Ludwig’s angina is a rare, life-threatening condition that presents with rapidly progressing cellulitis involving the soft tissues of the floor of the mouth and neck which can lead to airway obstruction. It often involves the three compartments of the floor of the mouth which include the sublingual, submental and submandibular spaces also known as the submandibular triangle. Ludwig’s angina is commonly due to odontogenic infections, and it presents similarly to adult epiglottitis such as diffuse neck swelling, dysphagia, and respiratory distress.
Both Ludwig’s angina and epiglottitis are uncommon in adults within the United States due to improved oral hygiene and vaccinations, respectively. However, both pathologies require immediate attention due to the possibility of life threatening airway compromise making prompt recognition and differentiation essential.
Case Presentation:
A 57-year-old female with a past medical history of cerebrovascular accident and hypertension presented to the emergency department with acute throat swelling that began a few hours earlier. She reported persistent throat swelling, nausea, vomiting, and a sensation of phlegm in the back of her throat despite self administration of Benadryl. She denied shortness of breath or chest pain.

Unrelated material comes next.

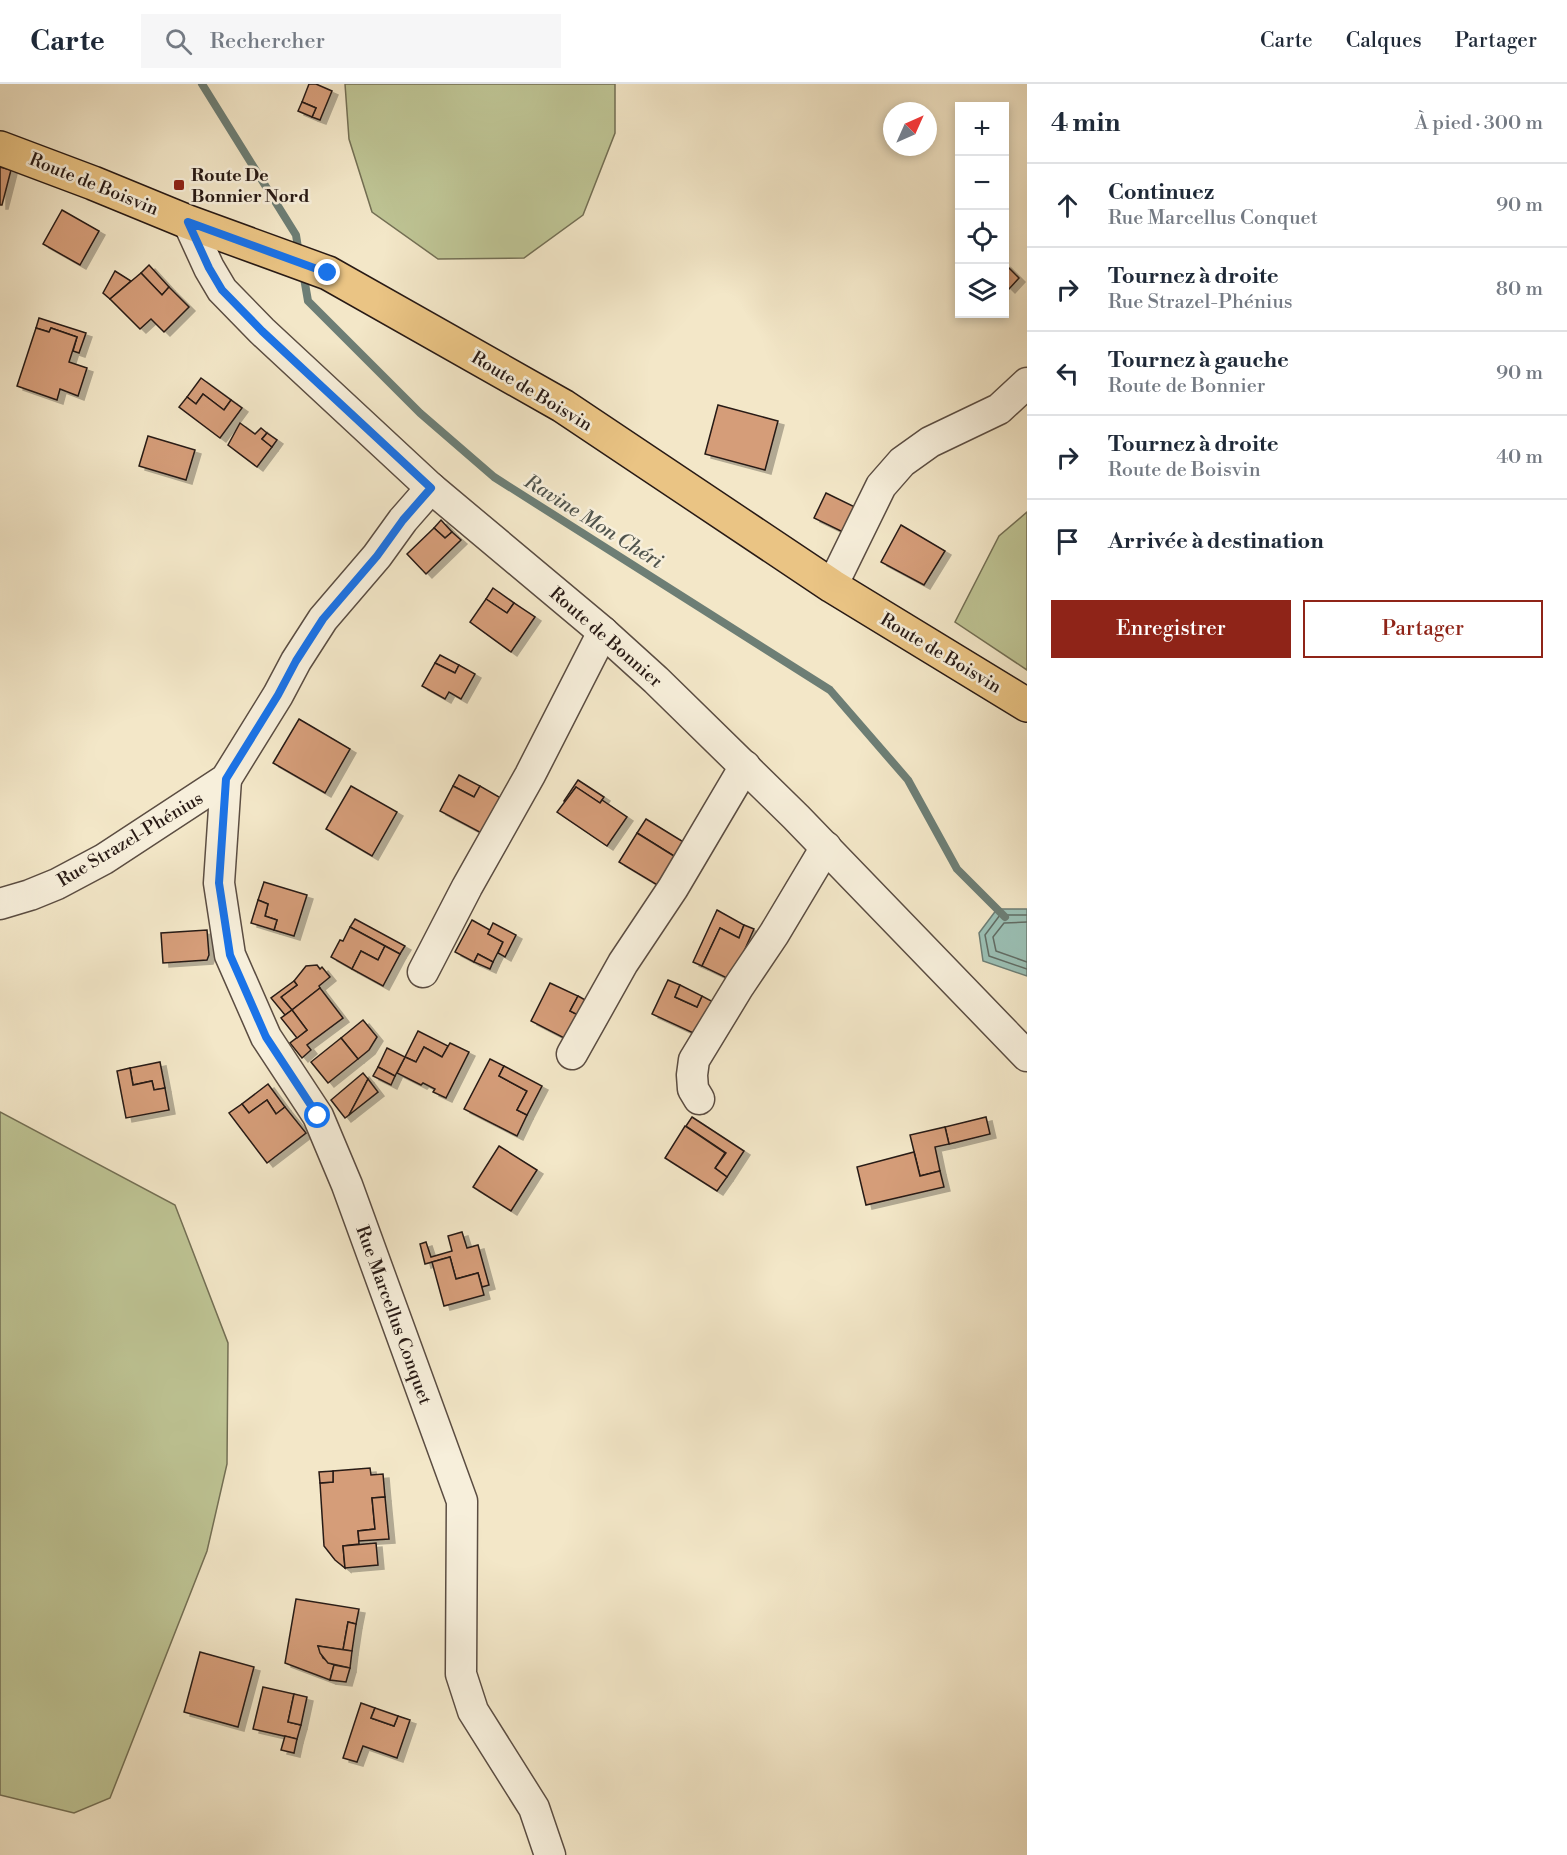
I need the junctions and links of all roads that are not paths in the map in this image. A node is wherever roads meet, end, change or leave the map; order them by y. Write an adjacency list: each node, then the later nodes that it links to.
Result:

On examination, there was diffuse, uniform swelling of the throat and neck without uvular deviation. Mild irritation and erythema were noted at the back of the throat, with swelling extending to the neck and across the jawline. Her vital signs were stable. A CT scan with contrast of the soft tissue neck showed thickening of the left aryepiglottic fold and asymmetry of the epiglottis. The patient was treated with IV corticosteroids, IV antibiotics, and bronchodilators. A repeat CT was done the next day which showed improvement.
Discussion:
Given initial presentation of diffuse uniform neck swelling and subacute symptoms, the primary suspicion was Ludwig’s angina. However, CT imaging ultimately confirmed a diagnosis of epiglottitis. Additionally, the patient was afebrile with a normal white blood cell count and no signs of immediate airway compromise. This case is notable for the rarity of epiglottitis in adult populations and underscores the importance of maintaining a high index of suspicion for Ludwig’s angina and other potentially airway-compromising conditions in adults presenting with diffuse neck swelling.